I am fortunate enough to have lived, as a boy, in the country; and therefore I know that in a tight barn or stable the steaming cows give forth their own animal heat and keep their shelter as warm as a house. So it was here. God, born by miracle of a Virgin human Mother, was kept warm in His swaddling clothes and His cradle of straw by the good warmth of those humble creatures He had made — the ox, the cow, the sheep, the little donkey. How simple. How fitting! How right! In visiting His world the living God, become the living human Child, descended not into the purple of palaces, but into that "deprivation" that was His riches and His right; into the stable, into the straw of the manger, into the companionship of the animals whose simple lives lie trustingly in His hands and who partake of His beneficence with obedience and love. On this great night — the second birthday of the world — they embraced their Creator by warming Him.
It was as it should have been. I know because I still live very close to the good animals; I love them and find in them a companionship and a friendship that is very dear. If I know anything, I know that they love God, and that God loves them, and I think that the infant Christ, born among them, was nobly at home.
And in all the factual imagery of that great night, we find reality — in the true sense of the Latin from which our word comes. Here were foursquare and solid things, not the thinspun "intellectuality" of the cerebral mind. Birth, as it always is, was hard; death, as it always is, was near. Close were the ultimate and elemental realities, the beginning and the end of our earthly pilgrimage. Close, very close, closer than ever before, were the Syrian stars, the stars of the universe, that naturally partook of this epic of the cosmos.

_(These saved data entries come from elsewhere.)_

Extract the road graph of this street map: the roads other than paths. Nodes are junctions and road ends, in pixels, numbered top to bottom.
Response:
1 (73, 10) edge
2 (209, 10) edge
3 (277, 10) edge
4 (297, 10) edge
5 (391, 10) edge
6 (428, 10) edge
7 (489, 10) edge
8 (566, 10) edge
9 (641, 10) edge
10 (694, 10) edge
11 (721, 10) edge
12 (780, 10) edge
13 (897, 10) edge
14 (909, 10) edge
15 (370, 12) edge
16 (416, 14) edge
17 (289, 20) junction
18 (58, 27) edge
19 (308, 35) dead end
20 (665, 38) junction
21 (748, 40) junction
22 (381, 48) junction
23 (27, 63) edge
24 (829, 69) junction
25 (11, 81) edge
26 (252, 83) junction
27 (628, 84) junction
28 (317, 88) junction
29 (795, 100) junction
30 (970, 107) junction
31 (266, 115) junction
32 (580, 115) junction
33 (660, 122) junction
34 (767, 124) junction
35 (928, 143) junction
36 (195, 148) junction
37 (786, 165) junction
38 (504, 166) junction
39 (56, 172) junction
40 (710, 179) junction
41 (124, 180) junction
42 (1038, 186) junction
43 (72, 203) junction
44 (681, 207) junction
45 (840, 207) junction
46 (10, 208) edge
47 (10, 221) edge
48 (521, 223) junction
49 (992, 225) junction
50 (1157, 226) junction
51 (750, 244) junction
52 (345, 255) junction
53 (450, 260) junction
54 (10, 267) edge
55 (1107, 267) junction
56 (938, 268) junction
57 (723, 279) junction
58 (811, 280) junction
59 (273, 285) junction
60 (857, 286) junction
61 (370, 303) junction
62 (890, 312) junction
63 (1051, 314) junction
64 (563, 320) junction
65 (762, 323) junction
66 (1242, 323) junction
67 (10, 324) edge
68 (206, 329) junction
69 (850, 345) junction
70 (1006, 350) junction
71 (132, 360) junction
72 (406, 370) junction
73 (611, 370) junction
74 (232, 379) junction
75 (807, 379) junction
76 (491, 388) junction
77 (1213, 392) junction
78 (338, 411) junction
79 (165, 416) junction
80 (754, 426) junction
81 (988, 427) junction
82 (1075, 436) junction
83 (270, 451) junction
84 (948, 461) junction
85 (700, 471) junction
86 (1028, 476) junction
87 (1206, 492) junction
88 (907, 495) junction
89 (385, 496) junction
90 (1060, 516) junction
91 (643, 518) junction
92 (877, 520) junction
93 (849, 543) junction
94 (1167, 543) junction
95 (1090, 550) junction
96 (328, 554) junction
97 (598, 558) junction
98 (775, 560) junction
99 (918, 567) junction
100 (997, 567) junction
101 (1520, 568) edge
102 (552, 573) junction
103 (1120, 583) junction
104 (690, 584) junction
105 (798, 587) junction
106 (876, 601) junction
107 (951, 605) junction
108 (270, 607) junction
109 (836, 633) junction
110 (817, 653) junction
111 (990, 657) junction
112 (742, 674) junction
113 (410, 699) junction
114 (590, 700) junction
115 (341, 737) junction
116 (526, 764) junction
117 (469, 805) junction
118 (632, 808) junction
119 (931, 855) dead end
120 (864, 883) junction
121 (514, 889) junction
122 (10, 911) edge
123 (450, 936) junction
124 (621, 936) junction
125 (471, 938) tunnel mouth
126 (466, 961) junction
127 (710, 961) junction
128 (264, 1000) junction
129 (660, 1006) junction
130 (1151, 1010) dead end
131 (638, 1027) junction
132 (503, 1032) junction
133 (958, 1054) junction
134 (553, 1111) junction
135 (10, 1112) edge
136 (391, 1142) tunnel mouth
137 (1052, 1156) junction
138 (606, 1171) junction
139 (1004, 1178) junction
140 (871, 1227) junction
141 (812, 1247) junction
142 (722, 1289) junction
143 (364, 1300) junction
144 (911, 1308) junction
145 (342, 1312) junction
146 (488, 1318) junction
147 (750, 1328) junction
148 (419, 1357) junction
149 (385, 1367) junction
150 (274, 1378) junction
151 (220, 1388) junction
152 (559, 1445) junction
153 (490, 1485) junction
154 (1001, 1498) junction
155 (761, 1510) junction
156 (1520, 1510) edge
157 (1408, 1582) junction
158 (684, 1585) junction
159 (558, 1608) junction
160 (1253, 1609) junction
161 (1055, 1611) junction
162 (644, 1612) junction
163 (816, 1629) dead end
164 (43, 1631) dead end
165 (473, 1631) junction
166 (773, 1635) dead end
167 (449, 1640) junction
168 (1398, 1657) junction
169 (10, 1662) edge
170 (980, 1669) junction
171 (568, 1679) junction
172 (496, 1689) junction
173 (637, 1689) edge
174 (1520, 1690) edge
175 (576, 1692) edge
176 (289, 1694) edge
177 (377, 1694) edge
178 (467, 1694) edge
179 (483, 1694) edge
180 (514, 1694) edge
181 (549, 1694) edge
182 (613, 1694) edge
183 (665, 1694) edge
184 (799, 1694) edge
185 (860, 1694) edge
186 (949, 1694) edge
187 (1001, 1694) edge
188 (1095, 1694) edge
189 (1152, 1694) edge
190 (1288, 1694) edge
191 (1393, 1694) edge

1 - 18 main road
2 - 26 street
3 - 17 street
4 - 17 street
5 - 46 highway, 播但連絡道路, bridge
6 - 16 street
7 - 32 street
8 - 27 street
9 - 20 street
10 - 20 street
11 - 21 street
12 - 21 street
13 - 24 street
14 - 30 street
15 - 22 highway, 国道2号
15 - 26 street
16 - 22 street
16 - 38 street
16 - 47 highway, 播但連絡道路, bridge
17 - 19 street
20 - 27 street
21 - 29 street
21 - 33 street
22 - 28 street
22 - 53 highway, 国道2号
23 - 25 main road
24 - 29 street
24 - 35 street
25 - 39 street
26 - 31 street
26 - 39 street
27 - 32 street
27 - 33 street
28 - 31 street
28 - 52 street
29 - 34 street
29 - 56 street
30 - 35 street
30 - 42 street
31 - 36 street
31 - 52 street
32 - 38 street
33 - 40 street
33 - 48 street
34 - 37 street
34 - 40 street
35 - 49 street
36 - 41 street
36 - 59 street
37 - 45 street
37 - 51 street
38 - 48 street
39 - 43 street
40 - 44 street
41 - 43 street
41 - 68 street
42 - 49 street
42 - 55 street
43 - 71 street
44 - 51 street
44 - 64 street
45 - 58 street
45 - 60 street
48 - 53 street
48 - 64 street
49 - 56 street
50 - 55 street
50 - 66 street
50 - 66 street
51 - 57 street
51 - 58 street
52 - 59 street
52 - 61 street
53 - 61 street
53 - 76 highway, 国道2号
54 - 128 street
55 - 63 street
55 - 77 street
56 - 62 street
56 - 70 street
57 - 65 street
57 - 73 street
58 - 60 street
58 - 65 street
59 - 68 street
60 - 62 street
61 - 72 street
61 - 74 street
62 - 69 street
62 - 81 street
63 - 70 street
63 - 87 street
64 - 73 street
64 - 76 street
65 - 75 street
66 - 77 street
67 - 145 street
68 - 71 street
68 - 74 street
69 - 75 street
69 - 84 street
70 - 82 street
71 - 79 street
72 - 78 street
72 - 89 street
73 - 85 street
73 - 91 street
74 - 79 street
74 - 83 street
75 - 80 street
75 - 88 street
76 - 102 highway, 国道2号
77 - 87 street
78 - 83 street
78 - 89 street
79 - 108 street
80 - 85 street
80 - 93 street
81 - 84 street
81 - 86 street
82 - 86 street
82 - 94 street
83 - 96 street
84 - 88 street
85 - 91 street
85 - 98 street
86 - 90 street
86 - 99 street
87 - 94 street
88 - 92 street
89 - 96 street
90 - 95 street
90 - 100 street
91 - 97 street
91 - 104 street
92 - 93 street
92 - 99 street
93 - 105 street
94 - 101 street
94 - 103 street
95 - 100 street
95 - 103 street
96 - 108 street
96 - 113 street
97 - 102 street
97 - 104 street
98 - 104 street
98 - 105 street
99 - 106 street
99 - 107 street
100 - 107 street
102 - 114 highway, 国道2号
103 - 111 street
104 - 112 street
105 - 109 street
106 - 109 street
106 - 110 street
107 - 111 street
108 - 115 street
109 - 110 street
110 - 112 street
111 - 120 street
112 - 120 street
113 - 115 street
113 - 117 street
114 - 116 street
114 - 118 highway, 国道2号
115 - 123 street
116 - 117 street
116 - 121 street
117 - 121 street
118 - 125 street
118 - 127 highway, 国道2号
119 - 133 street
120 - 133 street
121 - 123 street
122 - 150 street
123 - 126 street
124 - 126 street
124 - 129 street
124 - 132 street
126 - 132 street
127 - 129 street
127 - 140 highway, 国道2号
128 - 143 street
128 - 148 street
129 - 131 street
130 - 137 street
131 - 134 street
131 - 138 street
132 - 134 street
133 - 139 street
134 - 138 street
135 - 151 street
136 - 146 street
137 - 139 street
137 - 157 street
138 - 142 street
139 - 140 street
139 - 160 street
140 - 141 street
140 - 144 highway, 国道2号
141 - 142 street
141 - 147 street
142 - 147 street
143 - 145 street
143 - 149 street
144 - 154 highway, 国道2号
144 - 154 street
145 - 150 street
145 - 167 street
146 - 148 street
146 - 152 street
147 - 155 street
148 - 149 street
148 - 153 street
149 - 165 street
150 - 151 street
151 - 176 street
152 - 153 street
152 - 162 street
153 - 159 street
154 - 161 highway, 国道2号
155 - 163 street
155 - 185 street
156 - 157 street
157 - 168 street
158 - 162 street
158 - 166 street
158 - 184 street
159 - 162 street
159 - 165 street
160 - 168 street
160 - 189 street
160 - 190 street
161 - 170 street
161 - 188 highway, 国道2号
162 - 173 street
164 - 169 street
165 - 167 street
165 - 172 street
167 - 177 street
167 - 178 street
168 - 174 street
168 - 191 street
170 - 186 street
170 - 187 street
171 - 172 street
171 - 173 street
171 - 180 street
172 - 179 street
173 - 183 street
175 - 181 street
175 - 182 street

And the actors who shared the scene were real and elemental. In Rome, and in Greece, and in India, there were "intellectuals" — but not here. Here the simple shepherds came, men close to need and hunger and danger and discomfort, bringing their shepherd’s crooks to be blessed by the great Shepherd of the world. And when the Wise Men came, they were indeed wise men and not wise guys, who had not theorized their way into the birth of God, but who had a mystical insight, a vision, a dream of the soul. And the Angels who sang of blessing and beatitude were not brain-spun figures, but the abiding servants of God — only a little higher than man, and yet gifted with an obedience and a power that man does not know — the shining figures that had sung together with the morning stars at the creation of the world. Nor should we forget the tax-mongers of Caesar who occasioned the trip, nor the soldiers of Herod. We know them well. All this, from the beatitude of God to the brutality of man, was real.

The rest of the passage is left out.